Former BIS head changes rhetoric: stablecoins and fiat can coexist, but with caveats

stablecoin

Agustín Carstens, former head of the Bank for International Settlements (BIS), made an unexpected statement at the Point Zero Forum in Zurich. He suggested that stablecoins could not only coexist with fiat money but also bring real benefits — stimulating financial innovation, expanding access to services, and reducing transaction costs. However, the key condition, according to him, is the creation of a global coordination framework for regulators, which, as he admitted, currently lags significantly behind market development.

"We should try to create conditions under which we can live with fiat money and stablecoins," Carstens emphasized.

This position is strikingly different from the one he held as head of the BIS. Previously, Carstens was one of the harshest critics of private digital currencies. In 2022, he warned that stablecoin issuers have an incentive to invest reserves in risky assets, undermining trust in them. And in 2025, he stated that such assets fail three fundamental tests of money: unity, elasticity, and protection against illicit activity.

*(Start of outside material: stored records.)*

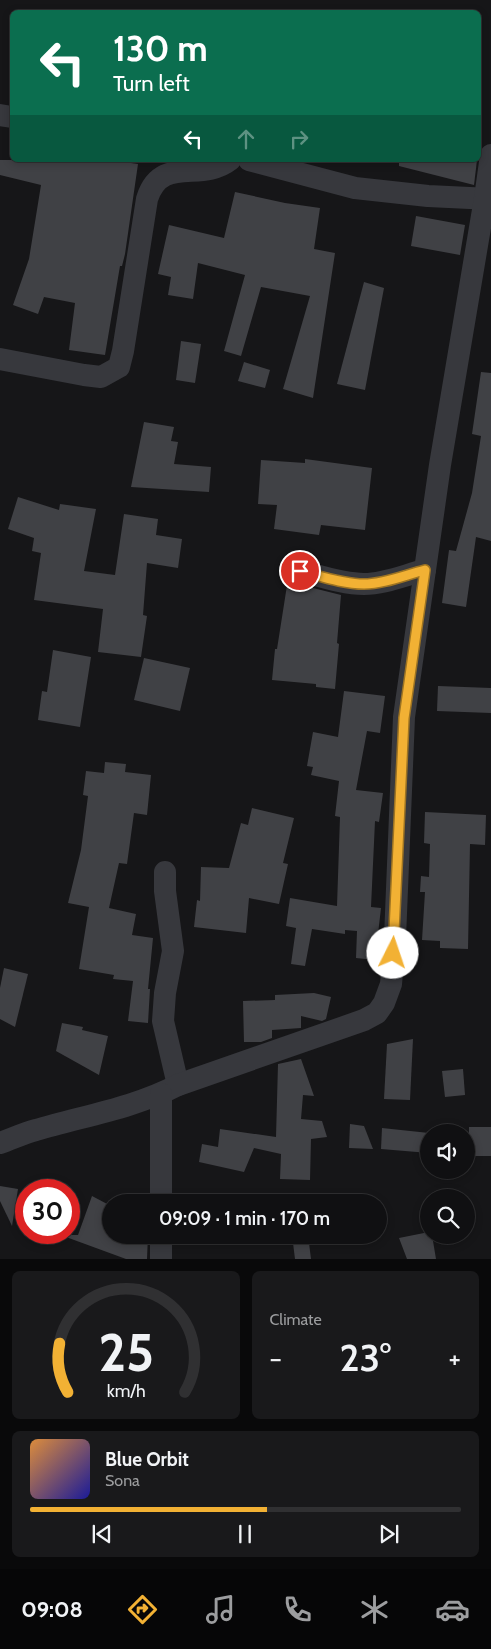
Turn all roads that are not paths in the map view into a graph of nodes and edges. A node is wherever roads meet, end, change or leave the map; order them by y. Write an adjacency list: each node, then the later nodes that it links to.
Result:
1 (491, 155): 4 (street)
2 (228, 162): 5 (street)
3 (256, 162): 4 (street)
4 (488, 198): 6 (street)
5 (0, 359)
6 (425, 570): 7 (street); 9 (street)
7 (300, 571)
8 (165, 872): 9 (street)
9 (170, 1090): 10 (street); 11 (street)
10 (0, 1144)
11 (162, 1194)
12 (161, 1244): 13 (street)
13 (161, 1259)

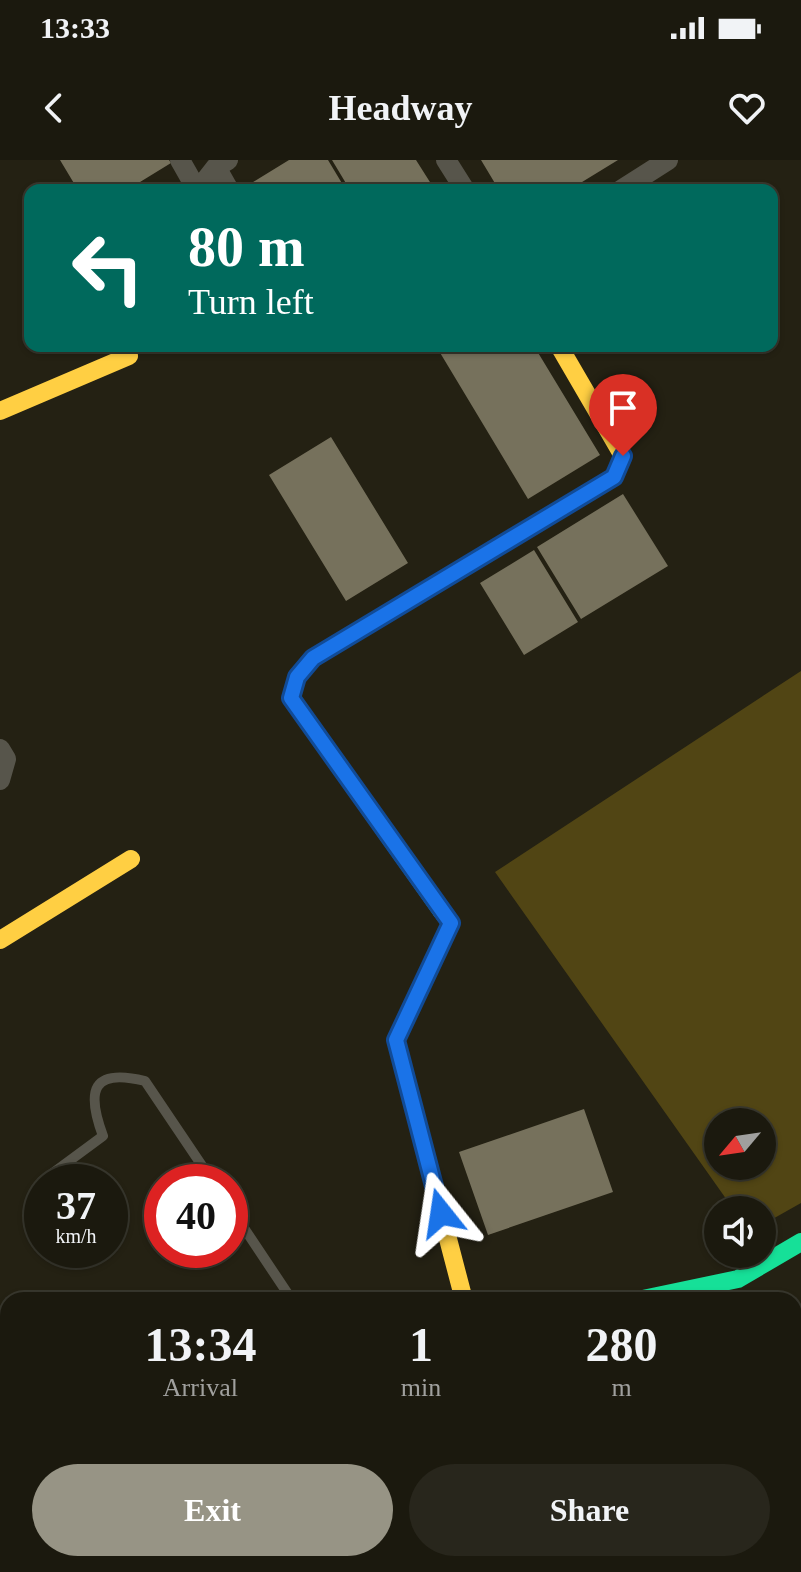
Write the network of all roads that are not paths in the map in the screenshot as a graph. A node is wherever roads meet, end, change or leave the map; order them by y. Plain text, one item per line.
1 (180, 160) edge
2 (446, 160) edge
3 (668, 160) edge
4 (222, 164) edge
5 (194, 184) edge
6 (203, 184) edge
7 (227, 184) edge
8 (461, 184) edge
9 (630, 184) edge
10 (562, 352) edge
11 (129, 356) dead end
12 (0, 411) edge
13 (0, 749) edge
14 (0, 780) edge
15 (131, 859) dead end
16 (0, 940) edge
17 (65, 1164) edge
18 (201, 1164) edge
19 (248, 1234) edge
20 (801, 1242) edge
21 (287, 1292) edge
22 (462, 1292) edge
23 (676, 1292) edge

1 - 5 street
2 - 8 street
3 - 9 street
4 - 6 street
4 - 7 street
10 - 22 street
11 - 12 street
13 - 14 street
15 - 16 street
17 - 18 lane
19 - 21 lane
20 - 23 street

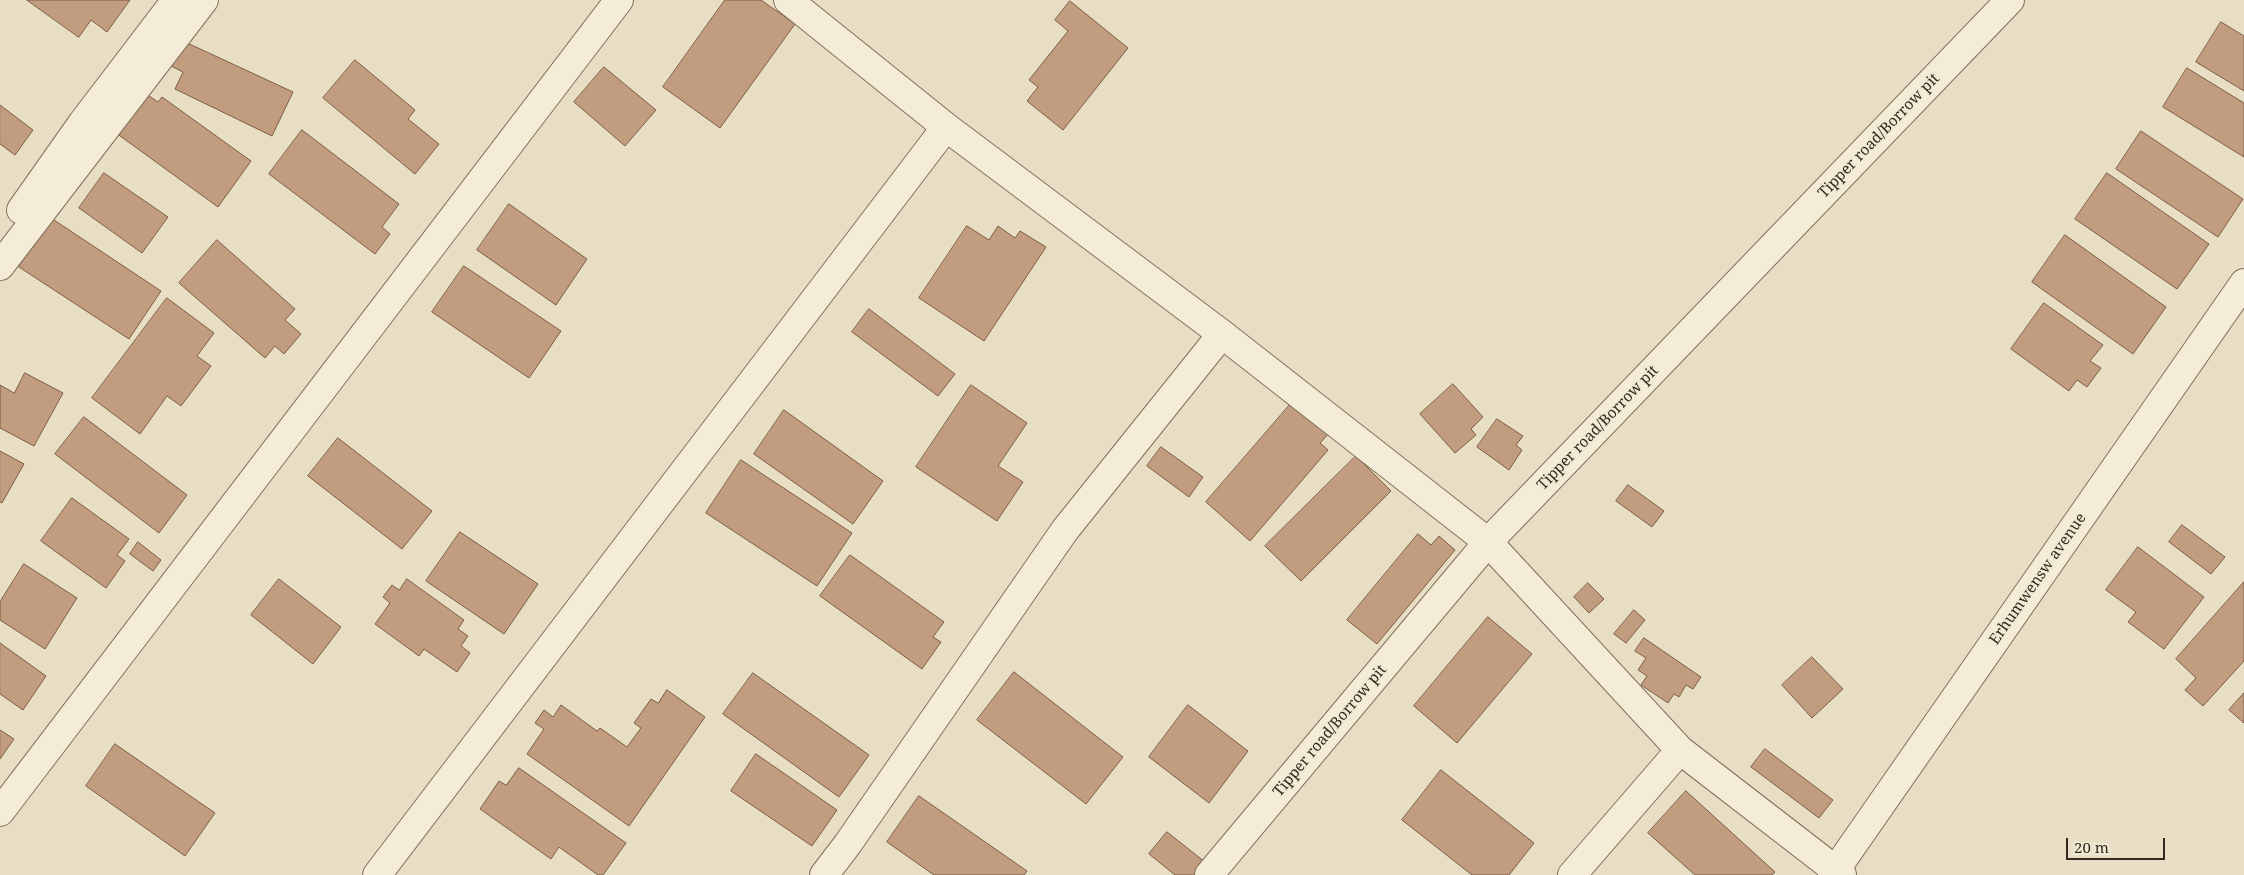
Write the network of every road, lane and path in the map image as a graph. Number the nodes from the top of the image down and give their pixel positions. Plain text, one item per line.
1 (176, 0) edge
2 (204, 0) edge
3 (617, 0) edge
4 (788, 0) edge
5 (2010, 0) edge
6 (946, 127) junction
7 (0, 239) edge
8 (0, 266) edge
9 (2244, 283) edge
10 (1222, 334) junction
11 (1488, 542) junction
12 (1680, 750) junction
13 (0, 804) edge
14 (0, 812) edge
15 (1837, 873) edge
16 (377, 875) edge
17 (824, 875) edge
18 (1209, 875) edge
19 (1572, 875) edge

1 - 7 street
2 - 8 street
3 - 13 street
3 - 14 street
4 - 6 street
5 - 11 street, Tipper road/Borrow pit
6 - 10 street
6 - 16 street
9 - 15 street, Erhumwensw avenue
10 - 11 street
10 - 17 street
11 - 12 street
11 - 18 street, Tipper road/Borrow pit
12 - 15 street
12 - 19 street

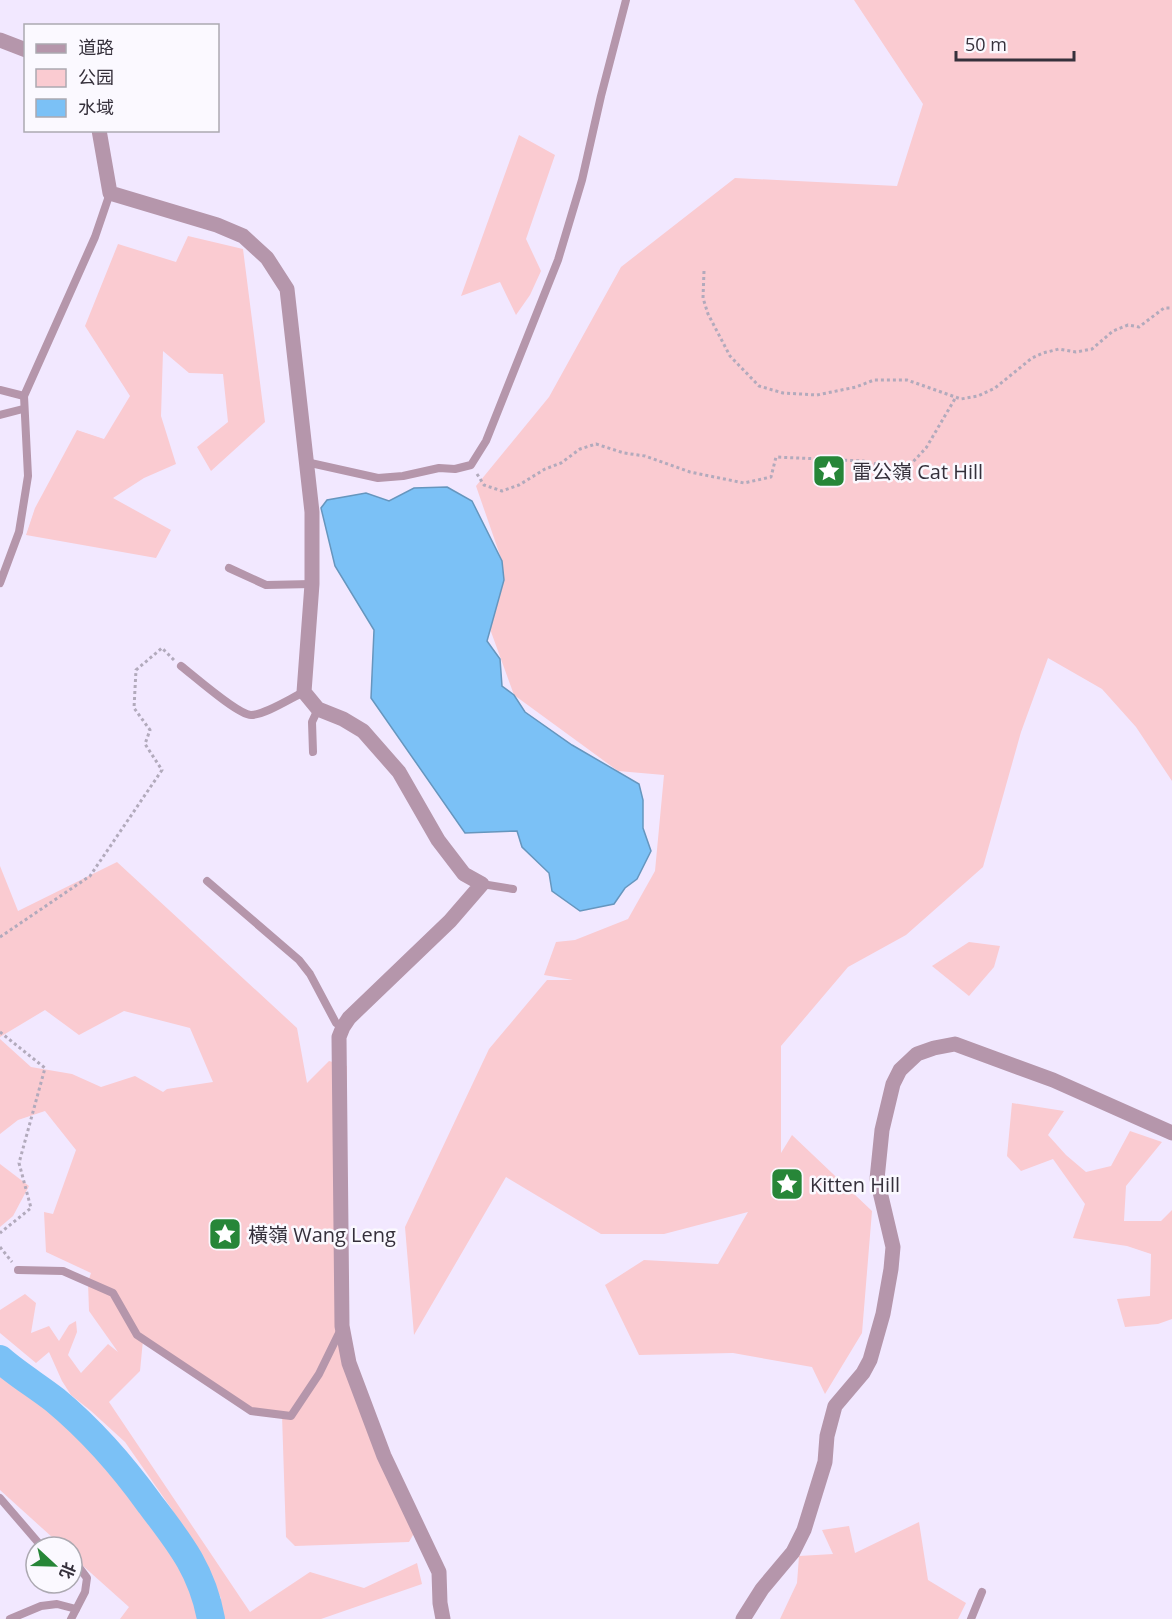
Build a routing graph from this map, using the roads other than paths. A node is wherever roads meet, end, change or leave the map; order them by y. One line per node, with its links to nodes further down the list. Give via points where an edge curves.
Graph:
1 (626, 0): 10 (lane, via 558,260 486,441 471,465 378,478)
2 (0, 40): 3 (street)
3 (24, 49)
4 (99, 132): 5 (street)
5 (110, 193): 7 (lane, via 95,237); 10 (street, via 217,225 243,236 267,258 287,289)
6 (0, 390): 7 (lane)
7 (24, 396): 8 (lane)
8 (23, 409): 9 (lane); 12 (lane, via 28,476 19,532)
9 (0, 415)
10 (306, 462): 13 (street, via 312,512)
11 (229, 567): 13 (lane, via 266,585)
12 (0, 583)
13 (312, 584): 15 (street)
14 (181, 666): 15 (lane, via 249,715)
15 (304, 692): 16 (street)
16 (318, 709): 17 (lane, via 312,722); 19 (street, via 363,731 399,772 438,840 464,874)
17 (313, 752)
18 (207, 881): 21 (lane, via 299,960 336,1023)
19 (482, 884): 20 (lane); 21 (street)
20 (513, 889)
21 (343, 1027): 24 (street, via 339,1037)
22 (1172, 1133): 35 (street, via 1053,1080 955,1044 917,1054 900,1070 892,1084 882,1130 877,1179 893,1247 884,1314 870,1360 835,1406 825,1462 804,1530 793,1552)
23 (18, 1270): 24 (lane, via 63,1270 113,1293 137,1335 251,1411 291,1416 319,1374)
24 (342, 1326): 34 (street, via 349,1363 384,1456 439,1572)
25 (0, 1498): 26 (lane)
26 (32, 1535)
27 (84, 1574): 29 (lane)
28 (982, 1592): 36 (lane)
29 (84, 1594)
30 (83, 1595): 31 (lane)
31 (76, 1609): 32 (lane, via 57,1604 41,1606); 33 (lane)
32 (10, 1619)
33 (71, 1619)
34 (443, 1619)
35 (742, 1619)
36 (971, 1619)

It is important to understand that the new rhetoric does not mean a complete capitulation. Carstens is no longer an official representative of the BIS, and his opinion is that of an expert, not an organizational policy. He clearly stated that coexistence is only possible with agreed-upon rules, not in a wild market environment.

The BIS itself maintains a much stricter line. In a recent edition of the Annual Economic Report 2026, the organization indicated that stablecoins demonstrate only some of the benefits of tokenization but do not meet the basic properties of trusted money. The BIS sees them as risks to financial stability, bank funding, and even monetary sovereignty.

Against this backdrop, it is noteworthy that stablecoin regulation is already taking shape in the US (GENIUS Act) and Europe (MiCA). However, as Carstens rightly noted, national laws do not solve the problem of cross-border use. Without international coordination, we risk ending up with a fragmented ecosystem where stablecoins are only effective within individual jurisdictions.

My analysis: Carstens' shift in rhetoric is not a sign of weakness, but a pragmatic signal to the market. Regulators are beginning to understand that banning stablecoins is impossible, but leaving them uncontrolled is dangerous. In the next 2-3 years, we will likely see attempts to create hybrid models where stablecoins operate in parallel with CBDCs, but under strict oversight. This is not the end of fiat, but its evolution.